» **ABOUT THIS TASK**
From the entries below, gather every line containing the string "清砂大橋通り".

» **EXCERPTED DATA**

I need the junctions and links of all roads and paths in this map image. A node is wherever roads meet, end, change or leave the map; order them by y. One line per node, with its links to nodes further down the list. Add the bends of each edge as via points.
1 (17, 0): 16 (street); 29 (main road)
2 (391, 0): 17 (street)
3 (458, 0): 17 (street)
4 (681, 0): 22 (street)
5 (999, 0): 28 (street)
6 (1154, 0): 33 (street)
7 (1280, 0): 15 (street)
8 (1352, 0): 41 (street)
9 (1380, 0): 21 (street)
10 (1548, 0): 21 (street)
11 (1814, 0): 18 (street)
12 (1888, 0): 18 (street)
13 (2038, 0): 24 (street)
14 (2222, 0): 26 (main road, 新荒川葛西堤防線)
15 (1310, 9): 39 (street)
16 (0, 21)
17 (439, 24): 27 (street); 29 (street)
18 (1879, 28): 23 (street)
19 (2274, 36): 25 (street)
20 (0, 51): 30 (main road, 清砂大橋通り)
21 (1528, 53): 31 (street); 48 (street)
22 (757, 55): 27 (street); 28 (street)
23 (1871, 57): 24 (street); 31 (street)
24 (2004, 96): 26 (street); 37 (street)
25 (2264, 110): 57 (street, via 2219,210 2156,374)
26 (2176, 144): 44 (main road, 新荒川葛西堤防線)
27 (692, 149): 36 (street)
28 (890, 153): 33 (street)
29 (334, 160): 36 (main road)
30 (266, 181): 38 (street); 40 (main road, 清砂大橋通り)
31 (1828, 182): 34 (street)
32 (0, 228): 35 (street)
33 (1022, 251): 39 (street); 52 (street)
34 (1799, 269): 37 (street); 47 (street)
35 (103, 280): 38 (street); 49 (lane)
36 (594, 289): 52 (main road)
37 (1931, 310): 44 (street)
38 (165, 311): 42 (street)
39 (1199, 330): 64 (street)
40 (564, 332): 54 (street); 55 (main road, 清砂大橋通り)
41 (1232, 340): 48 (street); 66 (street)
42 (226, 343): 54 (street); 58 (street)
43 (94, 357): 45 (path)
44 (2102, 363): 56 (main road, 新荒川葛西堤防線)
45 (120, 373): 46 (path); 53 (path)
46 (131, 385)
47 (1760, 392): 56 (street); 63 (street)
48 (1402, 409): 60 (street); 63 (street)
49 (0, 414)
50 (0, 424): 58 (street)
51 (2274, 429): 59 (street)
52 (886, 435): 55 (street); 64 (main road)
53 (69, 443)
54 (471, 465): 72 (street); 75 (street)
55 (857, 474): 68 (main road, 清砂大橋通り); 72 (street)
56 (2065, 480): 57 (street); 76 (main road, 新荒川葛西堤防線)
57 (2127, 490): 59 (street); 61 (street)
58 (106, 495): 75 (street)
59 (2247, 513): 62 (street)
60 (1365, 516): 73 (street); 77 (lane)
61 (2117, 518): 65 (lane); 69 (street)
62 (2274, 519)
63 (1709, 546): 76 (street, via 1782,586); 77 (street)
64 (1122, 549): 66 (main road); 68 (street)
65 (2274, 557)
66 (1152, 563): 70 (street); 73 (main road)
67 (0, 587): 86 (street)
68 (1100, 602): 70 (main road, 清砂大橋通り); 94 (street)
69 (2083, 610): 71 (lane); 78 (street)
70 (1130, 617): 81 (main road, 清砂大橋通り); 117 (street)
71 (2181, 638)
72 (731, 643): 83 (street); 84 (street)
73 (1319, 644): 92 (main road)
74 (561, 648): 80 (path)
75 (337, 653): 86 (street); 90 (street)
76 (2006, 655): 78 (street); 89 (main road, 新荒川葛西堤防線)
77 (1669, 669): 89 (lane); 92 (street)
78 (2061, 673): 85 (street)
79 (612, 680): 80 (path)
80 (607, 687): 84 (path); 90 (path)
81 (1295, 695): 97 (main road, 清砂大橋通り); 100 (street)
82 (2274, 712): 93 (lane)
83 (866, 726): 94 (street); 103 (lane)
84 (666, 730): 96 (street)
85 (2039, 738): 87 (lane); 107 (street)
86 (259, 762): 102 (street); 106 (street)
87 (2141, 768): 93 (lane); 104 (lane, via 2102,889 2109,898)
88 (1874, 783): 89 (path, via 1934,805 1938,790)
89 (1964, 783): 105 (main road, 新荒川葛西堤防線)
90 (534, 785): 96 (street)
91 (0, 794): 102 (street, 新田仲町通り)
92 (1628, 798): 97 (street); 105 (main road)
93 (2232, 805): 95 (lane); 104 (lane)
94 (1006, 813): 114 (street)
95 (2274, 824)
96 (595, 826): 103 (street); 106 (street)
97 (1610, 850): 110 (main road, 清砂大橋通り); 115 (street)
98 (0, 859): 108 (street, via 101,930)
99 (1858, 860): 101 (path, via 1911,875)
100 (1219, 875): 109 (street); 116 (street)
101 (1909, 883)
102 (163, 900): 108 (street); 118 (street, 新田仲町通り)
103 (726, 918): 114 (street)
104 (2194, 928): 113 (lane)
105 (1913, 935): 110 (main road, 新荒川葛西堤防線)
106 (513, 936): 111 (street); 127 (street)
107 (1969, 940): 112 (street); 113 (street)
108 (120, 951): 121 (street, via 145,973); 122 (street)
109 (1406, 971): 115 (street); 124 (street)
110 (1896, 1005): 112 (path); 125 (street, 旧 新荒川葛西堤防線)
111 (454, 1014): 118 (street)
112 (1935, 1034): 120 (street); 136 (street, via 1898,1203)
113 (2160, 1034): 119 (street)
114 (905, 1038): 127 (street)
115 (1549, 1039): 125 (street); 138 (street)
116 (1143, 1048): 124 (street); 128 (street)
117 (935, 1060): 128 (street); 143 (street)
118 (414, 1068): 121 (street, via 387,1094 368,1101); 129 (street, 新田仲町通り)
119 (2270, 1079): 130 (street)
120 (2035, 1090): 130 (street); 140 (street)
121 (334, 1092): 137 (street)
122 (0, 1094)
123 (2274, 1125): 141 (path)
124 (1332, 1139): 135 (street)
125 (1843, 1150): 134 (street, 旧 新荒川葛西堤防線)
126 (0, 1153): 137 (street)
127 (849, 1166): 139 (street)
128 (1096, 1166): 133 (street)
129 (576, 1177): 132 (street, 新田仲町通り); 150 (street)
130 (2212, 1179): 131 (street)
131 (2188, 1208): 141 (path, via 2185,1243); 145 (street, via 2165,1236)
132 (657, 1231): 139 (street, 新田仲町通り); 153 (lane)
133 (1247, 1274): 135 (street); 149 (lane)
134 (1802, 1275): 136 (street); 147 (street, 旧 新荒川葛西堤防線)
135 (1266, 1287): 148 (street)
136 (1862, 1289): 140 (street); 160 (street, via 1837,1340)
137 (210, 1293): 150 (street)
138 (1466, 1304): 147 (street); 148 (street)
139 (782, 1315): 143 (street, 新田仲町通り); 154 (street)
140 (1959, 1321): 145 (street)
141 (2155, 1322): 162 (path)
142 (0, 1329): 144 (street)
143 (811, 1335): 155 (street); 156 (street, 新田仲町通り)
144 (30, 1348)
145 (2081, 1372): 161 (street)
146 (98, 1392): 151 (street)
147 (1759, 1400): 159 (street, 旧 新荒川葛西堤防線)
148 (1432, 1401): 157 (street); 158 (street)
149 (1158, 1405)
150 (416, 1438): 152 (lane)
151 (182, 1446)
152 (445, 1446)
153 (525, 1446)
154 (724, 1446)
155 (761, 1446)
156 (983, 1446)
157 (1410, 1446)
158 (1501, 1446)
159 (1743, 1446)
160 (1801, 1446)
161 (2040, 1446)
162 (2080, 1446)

» **RESULT BELOW**
20 (0, 51): 30 (main road, 清砂大橋通り)
30 (266, 181): 38 (street); 40 (main road, 清砂大橋通り)
40 (564, 332): 54 (street); 55 (main road, 清砂大橋通り)
55 (857, 474): 68 (main road, 清砂大橋通り); 72 (street)
68 (1100, 602): 70 (main road, 清砂大橋通り); 94 (street)
70 (1130, 617): 81 (main road, 清砂大橋通り); 117 (street)
81 (1295, 695): 97 (main road, 清砂大橋通り); 100 (street)
97 (1610, 850): 110 (main road, 清砂大橋通り); 115 (street)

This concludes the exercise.